■ Work instruction
Please copy each line of the listing that includes the string "Right".

■ Data for analysis
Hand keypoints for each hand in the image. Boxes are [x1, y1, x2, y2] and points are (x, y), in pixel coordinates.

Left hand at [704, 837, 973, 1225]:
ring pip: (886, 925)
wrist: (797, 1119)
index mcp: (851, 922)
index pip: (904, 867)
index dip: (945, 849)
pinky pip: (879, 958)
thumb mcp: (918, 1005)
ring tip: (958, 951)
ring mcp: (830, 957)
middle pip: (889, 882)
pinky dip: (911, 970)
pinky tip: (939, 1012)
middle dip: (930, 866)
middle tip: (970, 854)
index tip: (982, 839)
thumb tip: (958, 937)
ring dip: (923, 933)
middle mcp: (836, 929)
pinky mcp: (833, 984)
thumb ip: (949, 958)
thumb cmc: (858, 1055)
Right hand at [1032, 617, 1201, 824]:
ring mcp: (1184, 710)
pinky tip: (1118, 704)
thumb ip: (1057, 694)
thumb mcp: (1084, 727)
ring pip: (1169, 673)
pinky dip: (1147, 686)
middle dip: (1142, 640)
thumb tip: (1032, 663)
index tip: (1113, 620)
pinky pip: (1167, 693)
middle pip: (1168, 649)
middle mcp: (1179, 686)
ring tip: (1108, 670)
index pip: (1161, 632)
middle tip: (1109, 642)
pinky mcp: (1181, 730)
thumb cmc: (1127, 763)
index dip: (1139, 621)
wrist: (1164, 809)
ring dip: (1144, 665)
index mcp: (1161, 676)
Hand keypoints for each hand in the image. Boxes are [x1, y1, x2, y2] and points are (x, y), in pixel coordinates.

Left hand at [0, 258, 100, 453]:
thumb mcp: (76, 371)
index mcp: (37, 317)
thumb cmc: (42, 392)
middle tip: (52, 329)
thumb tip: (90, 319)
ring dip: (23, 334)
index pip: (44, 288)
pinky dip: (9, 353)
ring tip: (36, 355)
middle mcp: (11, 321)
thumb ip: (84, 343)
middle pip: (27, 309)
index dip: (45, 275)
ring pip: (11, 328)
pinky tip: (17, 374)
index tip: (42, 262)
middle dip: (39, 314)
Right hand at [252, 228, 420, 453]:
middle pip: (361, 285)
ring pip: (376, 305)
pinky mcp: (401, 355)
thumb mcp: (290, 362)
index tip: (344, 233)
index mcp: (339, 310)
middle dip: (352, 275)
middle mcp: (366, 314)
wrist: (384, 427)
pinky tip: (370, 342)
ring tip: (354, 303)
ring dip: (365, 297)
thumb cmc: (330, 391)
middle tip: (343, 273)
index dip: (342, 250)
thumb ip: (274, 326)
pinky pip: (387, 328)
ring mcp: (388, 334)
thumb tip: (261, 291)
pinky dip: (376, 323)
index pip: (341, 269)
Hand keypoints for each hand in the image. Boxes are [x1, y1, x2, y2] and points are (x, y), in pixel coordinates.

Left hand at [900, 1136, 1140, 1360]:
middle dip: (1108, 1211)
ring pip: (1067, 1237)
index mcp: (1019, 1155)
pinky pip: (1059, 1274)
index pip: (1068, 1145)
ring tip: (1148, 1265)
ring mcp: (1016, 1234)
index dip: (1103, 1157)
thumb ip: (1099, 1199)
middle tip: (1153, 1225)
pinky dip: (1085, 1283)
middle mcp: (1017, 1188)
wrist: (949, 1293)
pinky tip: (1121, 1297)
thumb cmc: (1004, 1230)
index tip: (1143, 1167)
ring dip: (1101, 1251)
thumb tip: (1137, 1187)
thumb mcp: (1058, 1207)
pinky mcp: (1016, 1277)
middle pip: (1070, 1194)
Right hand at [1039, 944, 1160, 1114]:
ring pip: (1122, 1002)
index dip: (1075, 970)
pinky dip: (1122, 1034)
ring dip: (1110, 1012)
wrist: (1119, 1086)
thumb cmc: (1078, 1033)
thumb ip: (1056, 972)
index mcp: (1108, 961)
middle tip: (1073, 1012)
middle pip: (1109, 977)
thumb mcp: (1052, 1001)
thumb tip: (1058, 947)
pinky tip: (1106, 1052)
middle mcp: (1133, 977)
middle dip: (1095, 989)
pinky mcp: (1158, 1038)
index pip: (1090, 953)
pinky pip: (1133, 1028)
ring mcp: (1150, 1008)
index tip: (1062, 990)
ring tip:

■ Written answer
Right hand at [1032, 617, 1201, 824]:
Right hand at [252, 228, 420, 453]:
Right hand at [1039, 944, 1160, 1114]:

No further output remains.